**Work to complete**
Print the entries in full, word for word, but not the pictures.

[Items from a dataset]
-- -- --

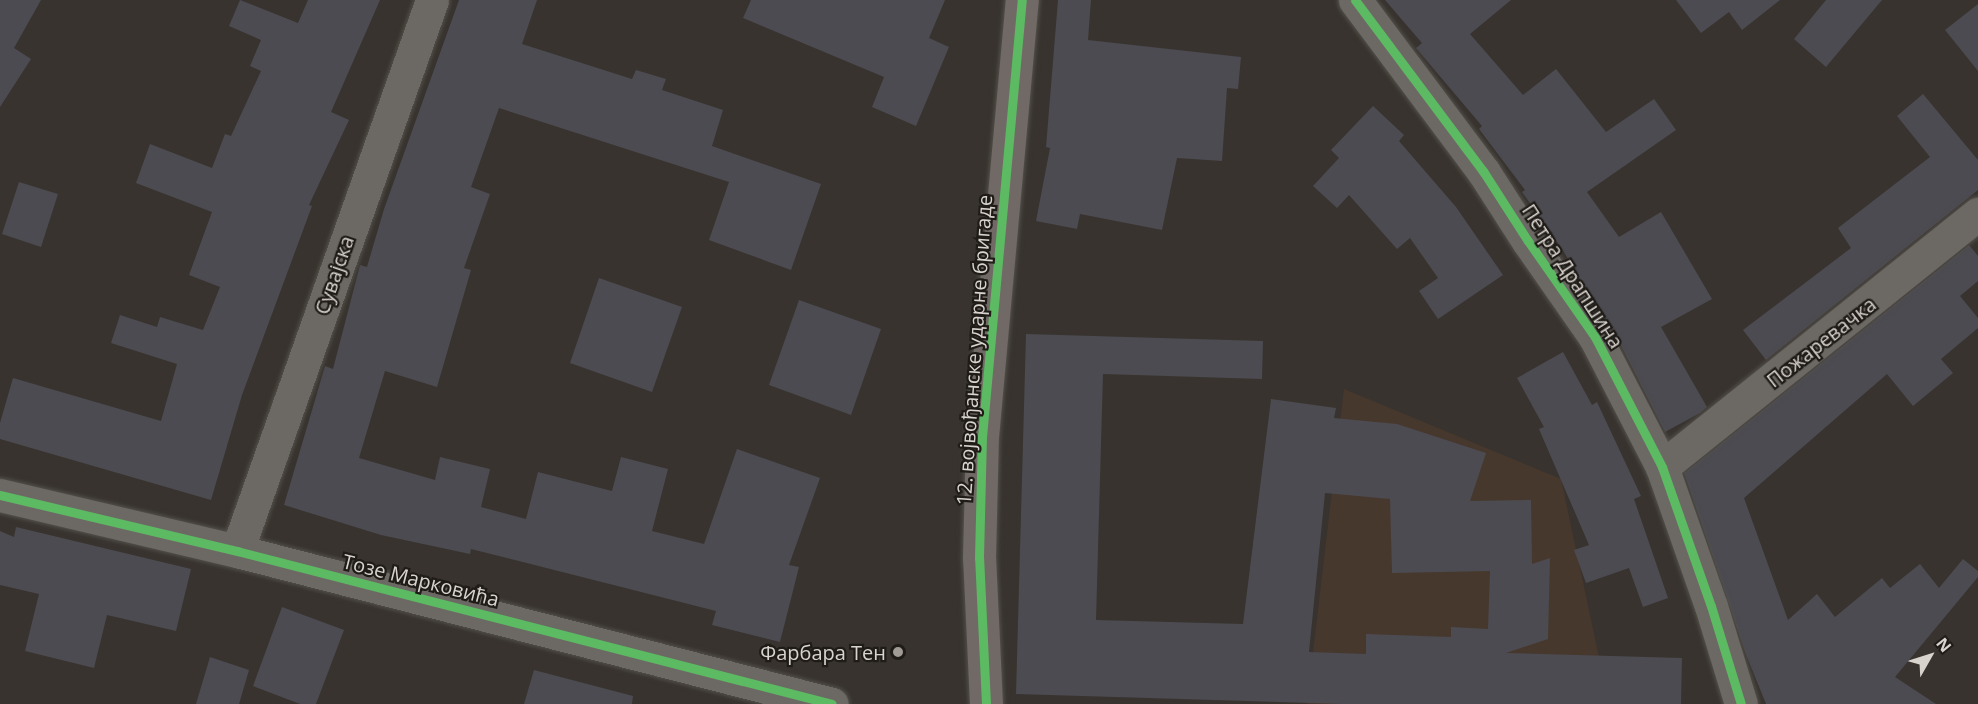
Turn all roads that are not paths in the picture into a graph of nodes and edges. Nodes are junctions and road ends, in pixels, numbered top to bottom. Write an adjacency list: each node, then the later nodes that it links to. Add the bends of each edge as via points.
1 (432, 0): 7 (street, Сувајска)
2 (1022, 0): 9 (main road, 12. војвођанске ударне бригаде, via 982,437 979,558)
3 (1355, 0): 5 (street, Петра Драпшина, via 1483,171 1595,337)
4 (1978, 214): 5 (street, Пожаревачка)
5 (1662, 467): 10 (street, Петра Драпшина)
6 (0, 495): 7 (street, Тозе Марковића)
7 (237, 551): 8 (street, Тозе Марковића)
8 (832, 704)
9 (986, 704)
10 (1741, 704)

-- -- --

**Response for this exercise**
Turn all roads that are not paths in the picture into a graph of nodes and edges. Nodes are junctions and road ends, in pixels, numbered top to bottom. Write an adjacency list: each node, then the later nodes that it links to. Add the bends of each edge as via points.
1 (432, 0): 7 (street, Сувајска)
2 (1022, 0): 9 (main road, 12. војвођанске ударне бригаде, via 982,437 979,558)
3 (1355, 0): 5 (street, Петра Драпшина, via 1483,171 1595,337)
4 (1978, 214): 5 (street, Пожаревачка)
5 (1662, 467): 10 (street, Петра Драпшина)
6 (0, 495): 7 (street, Тозе Марковића)
7 (237, 551): 8 (street, Тозе Марковића)
8 (832, 704)
9 (986, 704)
10 (1741, 704)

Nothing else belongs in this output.